START Dataset records

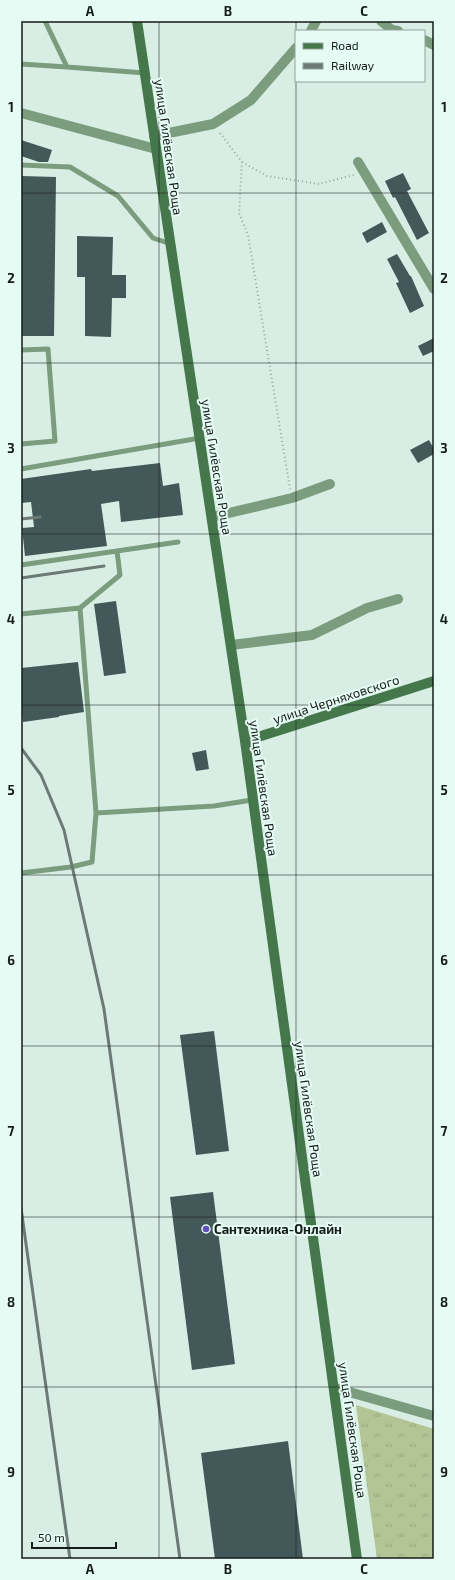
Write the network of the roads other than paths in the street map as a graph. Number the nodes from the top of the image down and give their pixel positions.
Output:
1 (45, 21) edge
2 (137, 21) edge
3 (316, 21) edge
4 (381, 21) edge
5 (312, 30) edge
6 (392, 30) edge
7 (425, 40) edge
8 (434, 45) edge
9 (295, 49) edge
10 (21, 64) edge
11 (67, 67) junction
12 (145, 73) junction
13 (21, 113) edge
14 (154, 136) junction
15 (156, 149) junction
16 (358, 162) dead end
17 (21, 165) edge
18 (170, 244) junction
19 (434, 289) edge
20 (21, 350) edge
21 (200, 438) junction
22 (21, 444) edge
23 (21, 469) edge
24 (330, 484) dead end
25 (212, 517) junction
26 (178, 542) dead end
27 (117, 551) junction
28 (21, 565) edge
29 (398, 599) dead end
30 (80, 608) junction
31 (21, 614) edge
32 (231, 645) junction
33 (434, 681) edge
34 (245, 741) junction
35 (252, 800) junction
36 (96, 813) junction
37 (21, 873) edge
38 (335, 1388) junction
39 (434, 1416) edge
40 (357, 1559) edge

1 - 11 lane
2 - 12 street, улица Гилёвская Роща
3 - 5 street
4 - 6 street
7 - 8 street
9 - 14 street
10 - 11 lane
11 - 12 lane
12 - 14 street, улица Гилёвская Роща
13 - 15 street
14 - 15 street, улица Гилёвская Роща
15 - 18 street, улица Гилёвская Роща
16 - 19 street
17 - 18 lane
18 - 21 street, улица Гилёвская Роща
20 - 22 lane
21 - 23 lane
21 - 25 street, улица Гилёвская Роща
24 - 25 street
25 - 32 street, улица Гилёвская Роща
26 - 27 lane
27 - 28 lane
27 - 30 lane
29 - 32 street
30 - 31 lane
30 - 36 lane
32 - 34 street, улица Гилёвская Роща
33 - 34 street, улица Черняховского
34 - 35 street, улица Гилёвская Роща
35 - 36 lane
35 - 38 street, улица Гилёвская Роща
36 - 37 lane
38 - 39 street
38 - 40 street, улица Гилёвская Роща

END Dataset records

◆ **Instructions to follow**
Go through the records above and return every line that holds the string "улица".

◆ **Solution**
2 - 12 street, улица Гилёвская Роща
12 - 14 street, улица Гилёвская Роща
14 - 15 street, улица Гилёвская Роща
15 - 18 street, улица Гилёвская Роща
18 - 21 street, улица Гилёвская Роща
21 - 25 street, улица Гилёвская Роща
25 - 32 street, улица Гилёвская Роща
32 - 34 street, улица Гилёвская Роща
33 - 34 street, улица Черняховского
34 - 35 street, улица Гилёвская Роща
35 - 38 street, улица Гилёвская Роща
38 - 40 street, улица Гилёвская Роща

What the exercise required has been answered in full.